Print the data once more, exactly as supplied.
····················
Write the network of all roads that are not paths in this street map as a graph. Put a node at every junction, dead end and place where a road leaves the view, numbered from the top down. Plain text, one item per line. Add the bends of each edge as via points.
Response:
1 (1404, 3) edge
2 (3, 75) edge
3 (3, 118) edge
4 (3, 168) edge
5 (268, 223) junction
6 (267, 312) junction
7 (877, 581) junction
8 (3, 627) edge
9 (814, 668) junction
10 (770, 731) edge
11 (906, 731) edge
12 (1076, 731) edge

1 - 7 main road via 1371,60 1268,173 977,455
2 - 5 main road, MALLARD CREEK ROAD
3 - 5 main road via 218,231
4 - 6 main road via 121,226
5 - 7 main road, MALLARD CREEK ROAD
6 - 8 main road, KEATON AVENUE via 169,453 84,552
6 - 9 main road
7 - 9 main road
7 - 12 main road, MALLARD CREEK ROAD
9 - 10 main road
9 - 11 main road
····················
(ANSWER SECTION)
Write the network of all roads that are not paths in this street map as a graph. Put a node at every junction, dead end and place where a road leaves the view, numbered from the top down. Plain text, one item per line. Add the bends of each edge as via points.
Response:
1 (1404, 3) edge
2 (3, 75) edge
3 (3, 118) edge
4 (3, 168) edge
5 (268, 223) junction
6 (267, 312) junction
7 (877, 581) junction
8 (3, 627) edge
9 (814, 668) junction
10 (770, 731) edge
11 (906, 731) edge
12 (1076, 731) edge

1 - 7 main road via 1371,60 1268,173 977,455
2 - 5 main road, MALLARD CREEK ROAD
3 - 5 main road via 218,231
4 - 6 main road via 121,226
5 - 7 main road, MALLARD CREEK ROAD
6 - 8 main road, KEATON AVENUE via 169,453 84,552
6 - 9 main road
7 - 9 main road
7 - 12 main road, MALLARD CREEK ROAD
9 - 10 main road
9 - 11 main road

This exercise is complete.